(Dataset records)
______
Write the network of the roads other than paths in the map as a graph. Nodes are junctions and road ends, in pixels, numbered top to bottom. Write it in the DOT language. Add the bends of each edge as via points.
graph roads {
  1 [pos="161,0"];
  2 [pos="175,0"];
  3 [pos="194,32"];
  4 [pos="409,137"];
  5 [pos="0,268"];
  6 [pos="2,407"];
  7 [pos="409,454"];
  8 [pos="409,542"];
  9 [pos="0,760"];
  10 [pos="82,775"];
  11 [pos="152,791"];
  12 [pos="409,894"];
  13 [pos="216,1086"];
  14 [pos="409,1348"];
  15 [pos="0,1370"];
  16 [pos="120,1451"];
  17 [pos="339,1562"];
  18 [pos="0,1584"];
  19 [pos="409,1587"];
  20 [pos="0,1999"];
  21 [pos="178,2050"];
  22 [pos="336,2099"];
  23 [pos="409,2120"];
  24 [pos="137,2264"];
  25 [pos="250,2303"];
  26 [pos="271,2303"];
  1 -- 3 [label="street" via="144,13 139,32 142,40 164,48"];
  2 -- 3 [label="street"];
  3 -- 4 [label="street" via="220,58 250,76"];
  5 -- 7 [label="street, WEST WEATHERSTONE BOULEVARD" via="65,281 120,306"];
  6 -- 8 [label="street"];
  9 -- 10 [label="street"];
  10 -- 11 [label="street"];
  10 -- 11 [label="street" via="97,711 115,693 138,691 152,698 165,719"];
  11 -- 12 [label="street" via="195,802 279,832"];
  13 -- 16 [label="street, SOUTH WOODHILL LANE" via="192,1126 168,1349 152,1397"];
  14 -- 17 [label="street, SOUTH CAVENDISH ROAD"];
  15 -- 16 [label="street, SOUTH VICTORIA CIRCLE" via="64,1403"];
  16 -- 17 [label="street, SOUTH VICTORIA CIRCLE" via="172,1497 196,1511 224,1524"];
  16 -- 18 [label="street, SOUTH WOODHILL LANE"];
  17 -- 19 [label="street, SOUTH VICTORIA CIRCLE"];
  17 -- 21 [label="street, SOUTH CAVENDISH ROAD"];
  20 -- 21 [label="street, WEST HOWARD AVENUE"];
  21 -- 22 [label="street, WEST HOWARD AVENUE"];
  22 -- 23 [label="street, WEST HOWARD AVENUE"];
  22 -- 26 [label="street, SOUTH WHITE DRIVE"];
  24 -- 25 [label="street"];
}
______
§ **BRIEF**: Give only a number: how many lines of the data hold the string "CAVENDISH"?

§ **SOLVED PROBLEM**: 2